Selling a property can be a very confusing and lengthy process but having a good solicitor or conveyancer will help it to run as smoothly and efficiently as possible.

Here is an easy step by step guide to the whole conveyancing process.

Find a Conveyancer

The conveyancing process formally starts when you’ve accepted an offer on the property.

However, it’s recommended that you have a conveyancer in place before accepting an offer so that they can get the process started immediately and avoid delays.

When it comes to choosing a conveyancer, speak to two or three and get some quotes before deciding who to go with. Speak with our team at Alex Jones as we will be able to recommend too.

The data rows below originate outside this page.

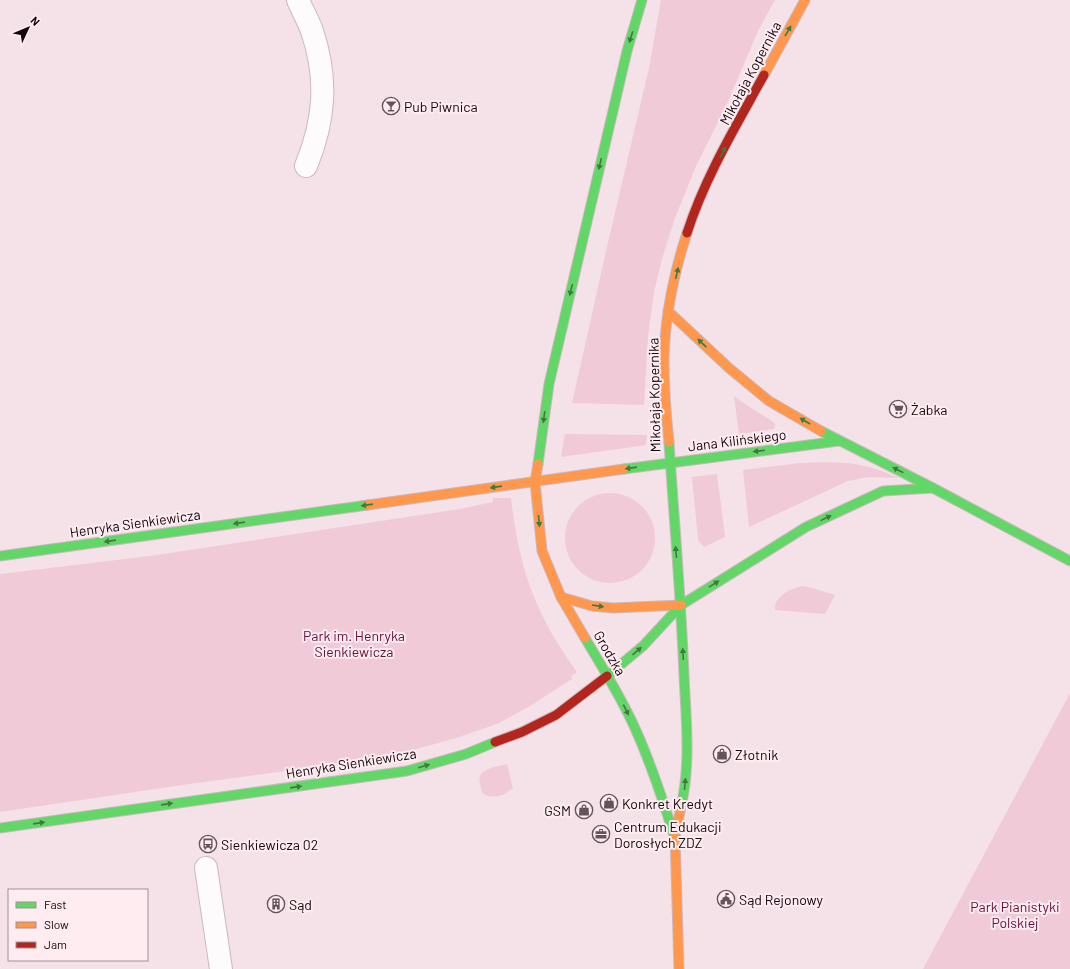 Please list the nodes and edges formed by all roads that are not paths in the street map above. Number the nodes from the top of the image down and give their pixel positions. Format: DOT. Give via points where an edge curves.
graph roads {
  1 [pos="298,0"];
  2 [pos="642,0"];
  3 [pos="805,0"];
  4 [pos="306,166"];
  5 [pos="668,311"];
  6 [pos="839,441"];
  7 [pos="669,463"];
  8 [pos="535,482"];
  9 [pos="932,488"];
  10 [pos="0,556"];
  11 [pos="1070,561"];
  12 [pos="561,596"];
  13 [pos="681,605"];
  14 [pos="607,676"];
  15 [pos="0,828"];
  16 [pos="675,836"];
  17 [pos="206,868"];
  18 [pos="221,969"];
  19 [pos="679,969"];
  1 -- 4 [label="street" via="316,44 322,90 319,129"];
  2 -- 8 [label="main road, one-way" via="625,58 549,384"];
  5 -- 3 [label="main road, Mikołaja Kopernika, one-way" via="682,249 706,184"];
  6 -- 5 [label="main road, one-way" via="769,401"];
  5 -- 7 [label="main road, Mikołaja Kopernika" via="664,359"];
  6 -- 7 [label="main road, Jana Kilińskiego, one-way"];
  9 -- 6 [label="main road, one-way"];
  7 -- 8 [label="main road, Jana Kilińskiego, one-way"];
  13 -- 7 [label="main road, Mikołaja Kopernika, one-way"];
  8 -- 10 [label="main road, Henryka Sienkiewicza, one-way"];
  8 -- 12 [label="main road, Grodzka, one-way" via="542,551"];
  9 -- 11 [label="main road"];
  13 -- 9 [label="main road, one-way" via="806,528 883,491"];
  12 -- 13 [label="main road, one-way" via="602,607"];
  12 -- 14 [label="main road, Grodzka"];
  14 -- 13 [label="main road, Henryka Sienkiewicza, one-way" via="643,646"];
  16 -- 13 [label="main road, Grodzka, one-way" via="686,786 687,740"];
  15 -- 14 [label="main road, Henryka Sienkiewicza, one-way" via="407,771 466,754 528,729 556,715"];
  14 -- 16 [label="main road, Grodzka, one-way" via="645,751"];
  16 -- 19 [label="main road, Grodzka"];
  17 -- 18 [label="street"];
} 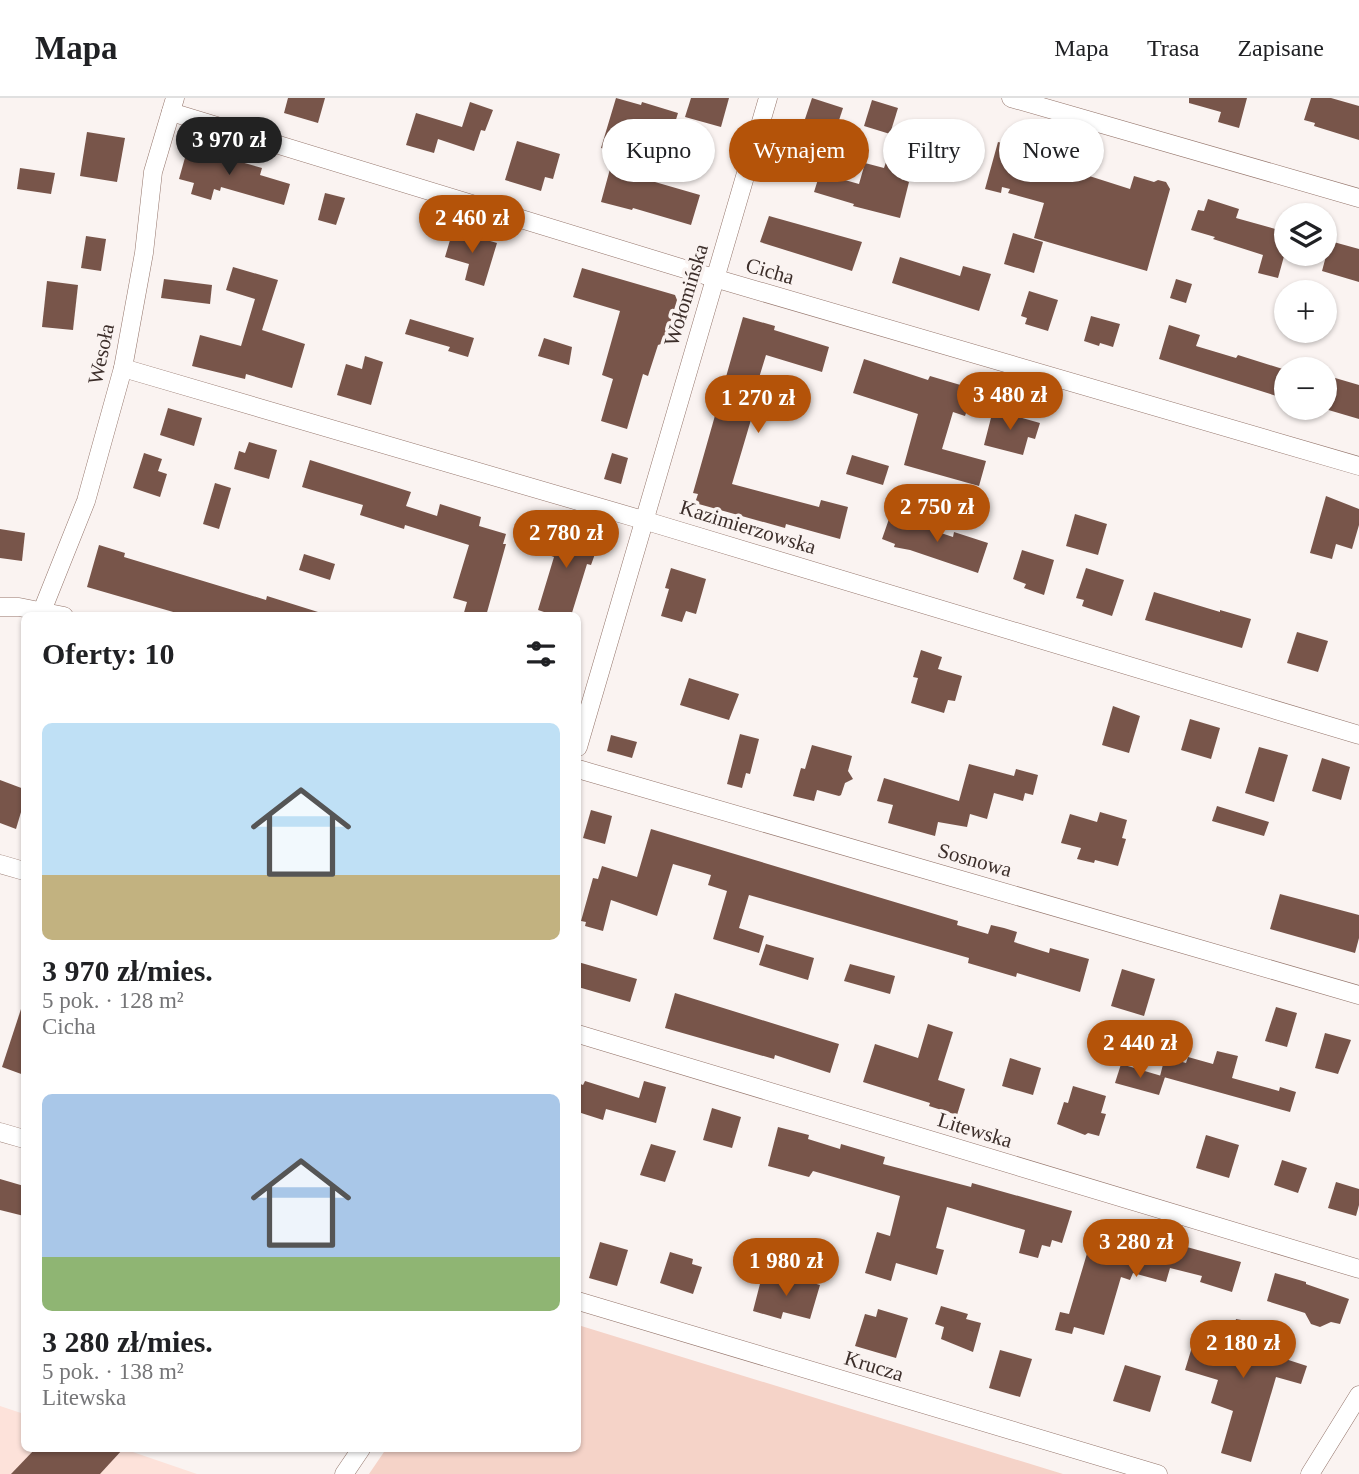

Alternatively, if you have friends or family who have recently moved, find out who they used and if they were happy with them.

Don’t just go for the cheapest option, it could cause major issues further down the line if they cut corners!

Sign the Conveyancer’s Letter of Engagement and Verify Your Identity

Once you’ve chosen a conveyancer and discussed the fees involved, you’ll need to sign their letter of engagement. It’s only at this point that you commit to using their services. You will also need to verify your identity and address in the form of a passport or driving licence and supply a mortgage statement or utility bill for example.

Complete Questionnaires

Your conveyancer will send you some forms to complete, including a Property Information form and a Fittings & Contents form.

It’s vital that you complete these honestly, as failure to do so could lead to delays later in the process.

The Property Information form is where you tell the buyer about any changes that have been made to the property, such as extensions, solar panels or a loft conversion. You’ll also need to provide any supporting documents you have, so if your double glazing is still under warranty or you have paperwork to show that your boiler has been serviced in the last 12 months, you will need to provide copies.

When it comes to fittings and contents, you don’t need to decide what you’re leaving behind at this point, you can confirm later or leave it open to negotiation. Your conveyancer will be able to advise how to complete the form if you get stuck.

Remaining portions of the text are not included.